# Hoping for paint colour suggestions



## elpiac (Jan 21, 2013)

Just looking for suggestions on a wall colour that would match the new bedspread I just purchased? (I find the wall colour in the picture is nice, but not quite what I am looking for)
Not sure what would look best though, but I know I want something warm, homey and gender neutral!
Any ideas would be appreciated


----------



## joecaption (Nov 30, 2011)

Good luck, what may look good to you may not look good to someone else.
Try going on some of the major paint companys web site. A few have a feature where you can take a picture of anything you want and change the colors on screen.
PS I love the look of what you have now, but ha what do I know I'm just a guy.
Any guy I know could care less as long as your happy.


----------



## CreatvlySouthrn (Jan 23, 2013)

*Color Palette*

The gray and black is really more of a cool color so it may be difficult to create a warm color palette.

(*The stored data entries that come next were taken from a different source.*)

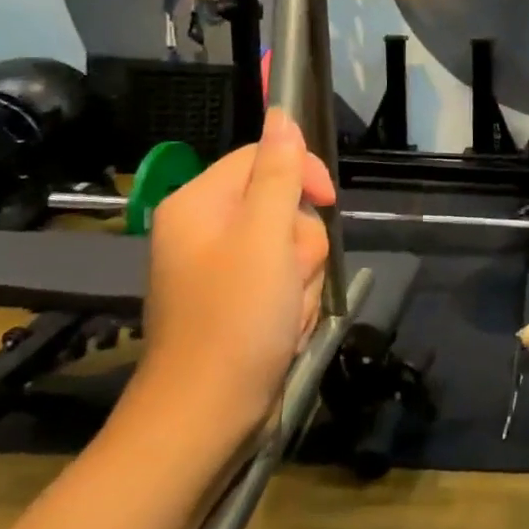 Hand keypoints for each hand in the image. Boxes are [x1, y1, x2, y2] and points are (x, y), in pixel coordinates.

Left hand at [128, 109, 336, 445]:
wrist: (208, 414)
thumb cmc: (236, 318)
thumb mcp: (265, 236)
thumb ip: (279, 173)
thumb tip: (281, 114)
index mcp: (200, 203)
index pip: (265, 157)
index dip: (303, 175)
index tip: (327, 203)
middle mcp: (207, 229)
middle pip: (285, 205)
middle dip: (302, 243)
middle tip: (289, 276)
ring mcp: (224, 268)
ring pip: (293, 246)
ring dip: (303, 277)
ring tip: (285, 310)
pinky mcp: (240, 300)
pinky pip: (286, 280)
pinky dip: (294, 302)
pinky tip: (283, 327)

However, you could try using something like this:

http://media-cache-lt0.pinterest.com/upload/119134352614526351_3xbby16K_c.jpg

or you could go with orange and gray like is seen here:










To warm up the black and gray, you will need to add a warmer and brighter color like gold or yellow tones. You could also use purple or red, but the purple wouldn't be very gender neutral.


----------



## AppealingSpaces (Feb 2, 2013)

The bedspread in the picture looks more gray, black and white? If there is more gray than white, I would do a warm cream color that is slightly taupe. It will warm up the walls and contrast with the black. If its more white, I would go with a dark gray that is more blue tones. You don't want it to be too red or green in the grays.


----------